2
votes

I have a client with the following setup:

  • DNS is NetworkSolutions. Their minimum TTL for a DNS entry is an hour.
  • An Azure Web App hosting a standard MVC site.
  • Azure Traffic Manager set to priority.
  • Our A record points to the Azure Web App's IP address. Our CNAME for www and various other subdomains points to our Traffic Manager endpoint. Our Traffic Manager endpoint then points to [siteName].azurewebsites.net.
  • Our naked domain simply 301 redirects to our www.

My goal is to have a hot standby in another data center that I could failover to quickly if the need arose. With Traffic Manager, I could set the TTL in Traffic Manager for all subdomains to something small, such as a few minutes. If I needed to failover, this is fast.

My question is concerning failing over the A record for the naked domain. At NetworkSolutions, the A record HAS to be an IP address. I have Google'd/Bing'd around and I believe this is true regardless of the DNS provider.

What options are available for quickly failing over the A record to a secondary region and another Web App? As of now, my only idea is to switch to a new authoritative DNS that will let me keep the TTL for the A record smaller than an hour, then dispose of Traffic Manager altogether.

Are there any other more optimal alternatives given our goal of fast failover to a Web App in a different region?

3

3 Answers

2
votes

@Y.B. links to a good answer on Server Fault discussing the fact that DNS does not really work that well for failover. Even if you did set TTL to 5 minutes, there will be many devices which will not respect that.

Traffic Manager is a pretty reliable service as mentioned here. And it won't be affected even if an Azure region goes down.

Your strategy for the A record means search engines won't index the raw domain. So those will still work.

But yeah, DNS is not a failover solution. There's no guarantee how long it takes for changes to DNS records to propagate.
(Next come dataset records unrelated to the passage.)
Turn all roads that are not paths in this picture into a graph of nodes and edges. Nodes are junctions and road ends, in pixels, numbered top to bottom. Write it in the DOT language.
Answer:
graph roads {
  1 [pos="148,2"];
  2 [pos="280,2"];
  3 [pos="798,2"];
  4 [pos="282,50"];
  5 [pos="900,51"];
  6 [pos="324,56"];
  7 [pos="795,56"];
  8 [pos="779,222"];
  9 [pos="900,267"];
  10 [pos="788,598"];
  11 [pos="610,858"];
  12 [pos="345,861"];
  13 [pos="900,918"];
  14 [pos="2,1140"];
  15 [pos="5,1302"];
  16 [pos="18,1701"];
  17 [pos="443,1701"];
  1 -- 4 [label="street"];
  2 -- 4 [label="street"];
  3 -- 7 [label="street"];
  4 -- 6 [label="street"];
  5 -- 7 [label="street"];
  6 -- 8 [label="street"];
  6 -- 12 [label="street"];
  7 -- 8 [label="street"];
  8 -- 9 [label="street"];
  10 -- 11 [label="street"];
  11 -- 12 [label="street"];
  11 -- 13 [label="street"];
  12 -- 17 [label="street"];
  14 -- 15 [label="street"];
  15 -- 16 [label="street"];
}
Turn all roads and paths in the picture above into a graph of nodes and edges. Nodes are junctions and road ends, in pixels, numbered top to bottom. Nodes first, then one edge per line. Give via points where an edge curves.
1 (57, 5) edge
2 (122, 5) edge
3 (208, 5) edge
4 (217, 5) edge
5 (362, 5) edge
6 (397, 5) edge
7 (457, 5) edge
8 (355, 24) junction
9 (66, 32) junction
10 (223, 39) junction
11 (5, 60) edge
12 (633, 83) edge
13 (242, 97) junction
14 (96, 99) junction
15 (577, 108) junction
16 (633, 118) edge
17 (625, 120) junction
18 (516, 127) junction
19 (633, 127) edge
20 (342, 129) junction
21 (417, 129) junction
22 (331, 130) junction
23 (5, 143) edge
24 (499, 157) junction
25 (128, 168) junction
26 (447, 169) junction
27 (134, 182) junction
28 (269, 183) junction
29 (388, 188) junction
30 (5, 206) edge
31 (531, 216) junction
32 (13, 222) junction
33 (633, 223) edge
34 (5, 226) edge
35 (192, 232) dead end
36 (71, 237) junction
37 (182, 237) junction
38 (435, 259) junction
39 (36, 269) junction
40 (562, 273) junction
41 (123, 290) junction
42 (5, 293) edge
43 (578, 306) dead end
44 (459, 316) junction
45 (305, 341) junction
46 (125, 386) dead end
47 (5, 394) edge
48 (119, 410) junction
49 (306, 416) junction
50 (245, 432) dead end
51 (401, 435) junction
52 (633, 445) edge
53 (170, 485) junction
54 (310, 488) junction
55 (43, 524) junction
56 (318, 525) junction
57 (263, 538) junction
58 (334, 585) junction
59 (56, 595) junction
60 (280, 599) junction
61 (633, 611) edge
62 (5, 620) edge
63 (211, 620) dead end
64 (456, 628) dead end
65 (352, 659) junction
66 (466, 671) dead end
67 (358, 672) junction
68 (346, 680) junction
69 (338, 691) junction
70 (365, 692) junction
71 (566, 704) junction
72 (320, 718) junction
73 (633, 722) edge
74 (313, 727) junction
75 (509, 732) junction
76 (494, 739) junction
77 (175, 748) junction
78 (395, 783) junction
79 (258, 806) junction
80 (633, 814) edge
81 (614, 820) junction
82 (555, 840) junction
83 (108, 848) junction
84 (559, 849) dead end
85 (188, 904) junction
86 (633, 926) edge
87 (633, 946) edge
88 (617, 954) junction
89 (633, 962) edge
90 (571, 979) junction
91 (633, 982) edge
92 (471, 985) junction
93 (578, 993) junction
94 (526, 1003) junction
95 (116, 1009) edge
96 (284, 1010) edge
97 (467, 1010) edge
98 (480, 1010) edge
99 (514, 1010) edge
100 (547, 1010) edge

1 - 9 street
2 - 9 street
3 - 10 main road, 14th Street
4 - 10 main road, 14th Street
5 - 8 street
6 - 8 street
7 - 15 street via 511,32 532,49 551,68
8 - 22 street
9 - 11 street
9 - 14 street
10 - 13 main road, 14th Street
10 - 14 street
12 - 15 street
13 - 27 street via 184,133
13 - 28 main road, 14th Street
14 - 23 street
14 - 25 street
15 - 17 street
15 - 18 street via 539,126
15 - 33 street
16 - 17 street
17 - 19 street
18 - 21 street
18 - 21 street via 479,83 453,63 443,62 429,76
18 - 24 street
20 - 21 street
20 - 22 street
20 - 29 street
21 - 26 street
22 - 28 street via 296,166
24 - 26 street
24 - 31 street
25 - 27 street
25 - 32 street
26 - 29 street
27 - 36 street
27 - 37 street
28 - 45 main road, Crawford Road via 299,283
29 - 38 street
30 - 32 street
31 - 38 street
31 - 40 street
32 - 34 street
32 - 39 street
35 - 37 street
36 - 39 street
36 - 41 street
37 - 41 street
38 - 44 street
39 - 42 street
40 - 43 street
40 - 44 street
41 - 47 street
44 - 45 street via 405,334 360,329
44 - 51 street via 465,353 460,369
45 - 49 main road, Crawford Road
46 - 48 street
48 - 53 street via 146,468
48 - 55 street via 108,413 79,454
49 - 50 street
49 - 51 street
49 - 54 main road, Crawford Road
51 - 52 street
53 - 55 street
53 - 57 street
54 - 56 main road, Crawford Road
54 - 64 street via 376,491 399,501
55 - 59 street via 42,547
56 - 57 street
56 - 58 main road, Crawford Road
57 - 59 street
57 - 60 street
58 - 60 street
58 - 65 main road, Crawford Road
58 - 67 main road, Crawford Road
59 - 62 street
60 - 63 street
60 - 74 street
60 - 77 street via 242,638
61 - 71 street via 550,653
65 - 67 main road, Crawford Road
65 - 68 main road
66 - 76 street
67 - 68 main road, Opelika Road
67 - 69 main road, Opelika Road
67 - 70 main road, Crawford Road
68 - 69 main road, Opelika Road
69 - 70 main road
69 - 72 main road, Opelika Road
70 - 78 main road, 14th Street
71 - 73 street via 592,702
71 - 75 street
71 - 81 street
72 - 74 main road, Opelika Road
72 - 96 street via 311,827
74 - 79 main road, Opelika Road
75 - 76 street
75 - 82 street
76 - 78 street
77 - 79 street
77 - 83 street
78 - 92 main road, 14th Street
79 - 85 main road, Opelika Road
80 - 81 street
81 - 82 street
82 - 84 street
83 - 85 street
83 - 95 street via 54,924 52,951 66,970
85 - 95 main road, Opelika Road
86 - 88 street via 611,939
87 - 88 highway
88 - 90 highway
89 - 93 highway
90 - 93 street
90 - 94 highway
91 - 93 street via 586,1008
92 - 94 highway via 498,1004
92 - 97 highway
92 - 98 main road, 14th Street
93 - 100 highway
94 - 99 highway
A service like CloudFlare could help you with the load-balancing since they use anycast addresses.

2
votes

DNS is a poor choice for simulating failover

One other option might be to use App Service Environment in regional VNets and Set up IP addressing to connect after failover to a secondary site. Basically, A record still resolve Domain Name to the same IP, but the IP address itself is released at the primary site and assigned to the failover one.

1
votes

I assume your 'A' record is at the zone apex (i.e. mydomain.com rather than something.mydomain.com). If so, you're up against two constraints:

  • The apex of a domain cannot contain a CNAME record (DNS standards forbid it)
  • Traffic Manager only works with CNAMEs

These are incompatible. You're stuck, and need a workaround.

There are some DNS-based traffic management services that support traffic management with A records (AWS Route53 is one, there are many others). These allow traffic management at the zone apex i.e. for mydomain.com. You will need to host your domain with that service, and manage all DNS records for your domain there.

Your options are:

  1. Use a different DNS-based traffic management service instead of Traffic Manager, one that supports traffic management for A records.
  2. Use a non-apex domain e.g. something.mydomain.com only
  3. Create a simple HTTP redirect service to redirect mydomain.com to something.mydomain.com. Use Traffic Manager on the latter. Host the former in more than one region, and create A records at mydomain.com pointing to both (thereby relying on client failover between A records, which should work)
  4. Use an application-level failover service such as App Gateway. Host the App Gateway in more than one region (for high availability) and as with #3 create A records at mydomain.com pointing to both.
  5. Use a non-DNS third-party traffic management solution such as CloudFlare.